* _REQUIRED WORK_: In your copy, repeat the records exactly and leave out the pictures.

* _SOURCE INFORMATION_:
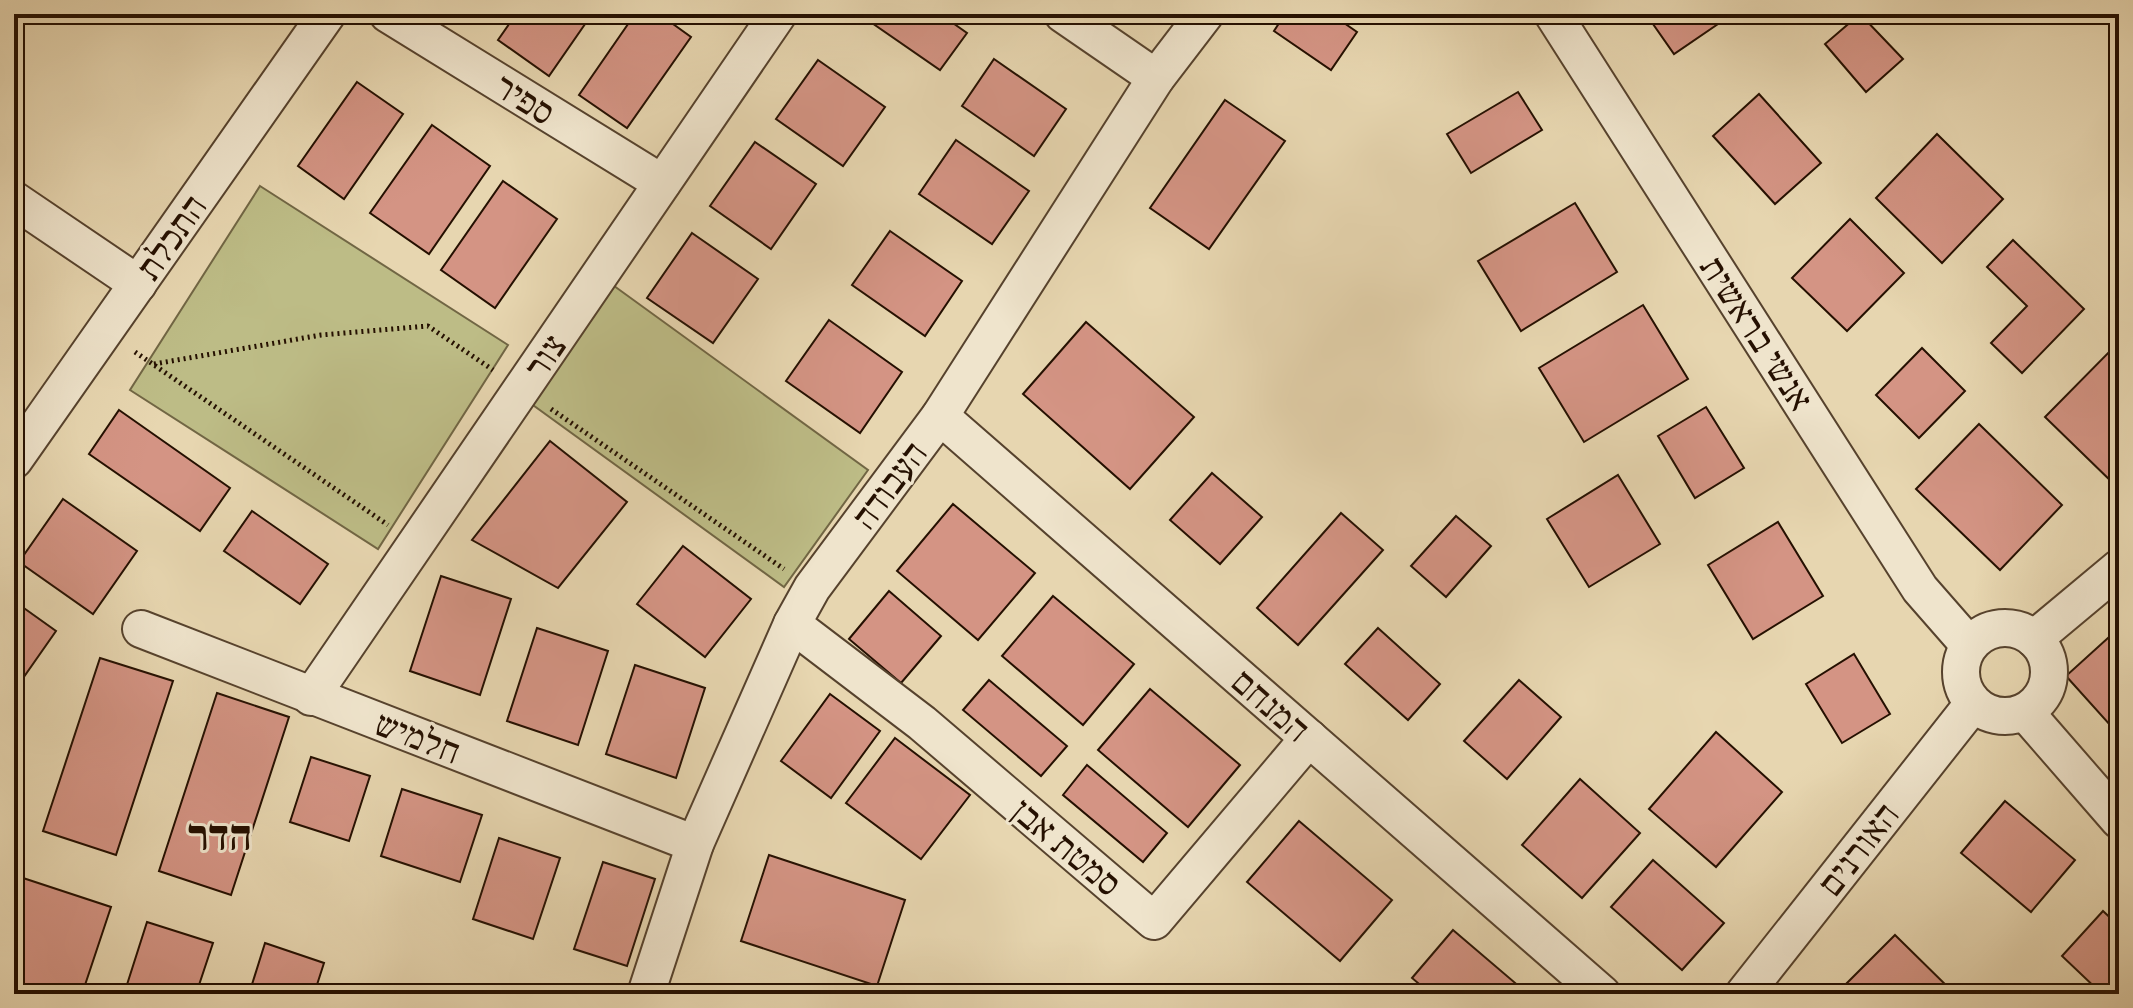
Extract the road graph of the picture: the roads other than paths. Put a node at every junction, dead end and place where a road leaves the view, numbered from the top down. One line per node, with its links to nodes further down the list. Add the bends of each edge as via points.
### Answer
1 (327, 14): 10 (street, התכלת)
2 (388, 14): 8 (street, ספיר)
3 (778, 14): 8 (street, צור)
4 (1063, 14): 7 (street)
5 (1205, 14): 7 (street, העבודה)
6 (1553, 14): 17 (street, אנשי בראשית, via 1920,589)
7 (1156, 78): 11 (street, העבודה)
8 (662, 183): 18 (street, צור)
9 (14, 200): 10 (street)
10 (138, 284): 12 (street, התכלת)
11 (940, 416): 14 (street, העבודה, via 812,588); 21 (street, המנחם)
12 (14, 460)
13 (2119, 568): 16 (street)
14 (792, 624): 21 (street, סמטת אבן, via 922,723 1154,921); 23 (street, העבודה)
15 (141, 629): 18 (street, חלמיש)
16 (2034, 639): 17 (street, via 2001,628); 20 (street, via 2048,660 2049,675 2046,690)
17 (1969, 645): 19 (street, via 1960,677)
18 (311, 697): 23 (street, חלמיש)
19 (1973, 704): 20 (street, via 1996,716); 26 (street, האורנים)
20 (2025, 712): 22 (street)
21 (1309, 738): 25 (street, המנחם)
22 (2119, 820)
23 (695, 844): 24 (street, העבודה)
24 (646, 994)
25 (1602, 994)
26 (1744, 994)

* _SOLUTION TO THIS EXERCISE_:
Extract the road graph of the picture: the roads other than paths. Put a node at every junction, dead end and place where a road leaves the view, numbered from the top down. One line per node, with its links to nodes further down the list. Add the bends of each edge as via points.
### Answer
1 (327, 14): 10 (street, התכלת)
2 (388, 14): 8 (street, ספיר)
3 (778, 14): 8 (street, צור)
4 (1063, 14): 7 (street)
5 (1205, 14): 7 (street, העבודה)
6 (1553, 14): 17 (street, אנשי בראשית, via 1920,589)
7 (1156, 78): 11 (street, העבודה)
8 (662, 183): 18 (street, צור)
9 (14, 200): 10 (street)
10 (138, 284): 12 (street, התכלת)
11 (940, 416): 14 (street, העבודה, via 812,588); 21 (street, המנחם)
12 (14, 460)
13 (2119, 568): 16 (street)
14 (792, 624): 21 (street, סמטת אבן, via 922,723 1154,921); 23 (street, העבודה)
15 (141, 629): 18 (street, חלמיש)
16 (2034, 639): 17 (street, via 2001,628); 20 (street, via 2048,660 2049,675 2046,690)
17 (1969, 645): 19 (street, via 1960,677)
18 (311, 697): 23 (street, חלמיש)
19 (1973, 704): 20 (street, via 1996,716); 26 (street, האורנים)
20 (2025, 712): 22 (street)
21 (1309, 738): 25 (street, המנחם)
22 (2119, 820)
23 (695, 844): 24 (street, העבודה)
24 (646, 994)
25 (1602, 994)
26 (1744, 994)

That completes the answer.